La déclaration de l’indépendance de la région de l’Azawad dans le contexte actuel dégage au moins sept éléments d’interrogation dont la conjonction appelle beaucoup de questionnements sur la réactivation du volcan malien. Le premier élément concerne la proclamation elle-même de l’indépendance de l’Azawad, une région non viable et sans ressources. Qui est derrière la proclamation? Le Mouvement Azawad a-t-il reçu des assurances? De la part de qui? Dans quel intérêt? S’il est encore tôt d’oser des réponses à ces questions, d’autant plus que la communauté internationale s’est dite contre la division du Mali, le Mouvement Azawad tente l’explication.

Dans sa déclaration d’indépendance, ce Mouvement a justifié cette démarche par tous les malheurs que l’Etat malien a fait subir à la région. Il explique son option par «l’accumulation de plus de 50 ans de mal-gouvernance, de corruption et de collusion militaro-politico-financière, mettant en danger l’existence du peuple de l’Azawad et en péril la stabilité sous-régionale et la paix internationale».

Pourtant, le problème de l’Azawad se pose de manière cruciale depuis plus de 25 ans sans que l’option de la partition ne soit posée en ces termes. D’où le deuxième élément d’interrogation. Pourquoi maintenant et la proclamation de l’indépendance de l’Azawad est-elle dissociable de la dynamique de partition des Etats de la région? Le 6 du mois dernier, des chefs de tribu et de milice libyens ont proclamé à Benghazi l’autonomie de la Cyrénaïque. Le chef des Toubous en Libye brandit toujours la menace séparatiste, dénonçant un plan de «nettoyage ethnique». Une année plus tôt, c’est le Soudan qui a été divisé en deux. La présence inattendue du général Carter F. Ham, haut commandant des forces américaines pour l’Afrique (Africom) à Alger ce mercredi 4 avril est un autre élément d’interrogation, surtout lorsque l’on sait que le problème malien a été abordé avec ses interlocuteurs algériens. A cela s’ajoute la visite surprise, le même jour à Alger, du chef d’état-major des forces armées du Qatar, le général-major Hamad Ben Ali Attiya. Les deux responsables militaires ont été reçus par les plus hauts responsables algériens dont le chef de l’Etat et le général de corps d’armée, chef d’état-major de l’ANP, Ahmed Gaïd Salah. La visite, hier, du secrétaire général du RND, Ahmed Ouyahia, dans la wilaya de Tamanrasset, wilaya frontalière avec la région de l’Azawad, partageant du surcroît la même identité touarègue, s’ajoute à ces éléments du puzzle sahélien. Le choix de la wilaya de Tamanrasset dans ce contexte explosif n’est certainement pas fortuit. Une polémique sur la position de l’Amenokal de la région sur les élections législatives du 10 mai a enflé récemment.

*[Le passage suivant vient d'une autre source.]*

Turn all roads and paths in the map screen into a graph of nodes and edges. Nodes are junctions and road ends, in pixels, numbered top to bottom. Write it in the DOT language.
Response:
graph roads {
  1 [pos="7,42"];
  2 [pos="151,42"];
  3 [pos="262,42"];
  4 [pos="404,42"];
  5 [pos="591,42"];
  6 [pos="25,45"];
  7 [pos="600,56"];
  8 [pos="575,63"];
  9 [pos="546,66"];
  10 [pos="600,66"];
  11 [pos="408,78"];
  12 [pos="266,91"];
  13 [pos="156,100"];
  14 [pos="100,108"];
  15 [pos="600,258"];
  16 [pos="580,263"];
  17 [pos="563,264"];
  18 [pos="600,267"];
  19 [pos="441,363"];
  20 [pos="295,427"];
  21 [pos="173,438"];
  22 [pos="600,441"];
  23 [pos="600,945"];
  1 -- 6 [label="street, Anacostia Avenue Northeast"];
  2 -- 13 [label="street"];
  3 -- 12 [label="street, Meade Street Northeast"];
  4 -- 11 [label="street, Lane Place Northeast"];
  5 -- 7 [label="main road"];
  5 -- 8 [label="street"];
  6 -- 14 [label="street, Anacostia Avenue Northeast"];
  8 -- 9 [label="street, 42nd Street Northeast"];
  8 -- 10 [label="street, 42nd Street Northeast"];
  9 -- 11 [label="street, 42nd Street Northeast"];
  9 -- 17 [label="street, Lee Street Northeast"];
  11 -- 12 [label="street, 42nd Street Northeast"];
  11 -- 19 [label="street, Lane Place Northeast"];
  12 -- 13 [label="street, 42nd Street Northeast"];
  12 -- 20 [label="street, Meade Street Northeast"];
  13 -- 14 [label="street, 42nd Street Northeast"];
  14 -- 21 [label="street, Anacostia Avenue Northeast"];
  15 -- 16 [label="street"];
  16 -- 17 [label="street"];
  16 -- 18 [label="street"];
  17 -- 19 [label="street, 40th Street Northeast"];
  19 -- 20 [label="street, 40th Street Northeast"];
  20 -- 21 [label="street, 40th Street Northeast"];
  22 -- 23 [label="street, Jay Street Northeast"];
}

Mais l’élément le plus intriguant demeure la présence énigmatique de la chaîne de télévision qatarie Al Jazeera sur les lieux de l’enlèvement du consul d’Algérie à Gao, au nord-est du Mali, ainsi que des six membres de la représentation diplomatique par un groupe armé. Cette chaîne soupçonnée de collusion avec les terroristes d’El Qaîda a, en effet, filmé la scène du rapt.

Les images montrent le consul d’Algérie, Boualem Sias, à l’intérieur d’un véhicule, un pick-up, entouré par des hommes armés et un convoi de deux véhicules s’ébranlant vers une destination inconnue. Légitimement, on s’interroge par quel miracle l’envoyé de cette chaîne au Mali se trouvait sur les lieux au moment de l’enlèvement et pourquoi a-t-il été autorisé à filmer la scène? Une seule piste peut paraître plausible pour le moment. Al Jazeera a-t-elle été invitée par les terroristes à «couvrir» l’enlèvement? Dans ce cas de figure, la posture de cette chaîne de télévision serait grave. Elle serait ni plus ni moins complice de l’opération.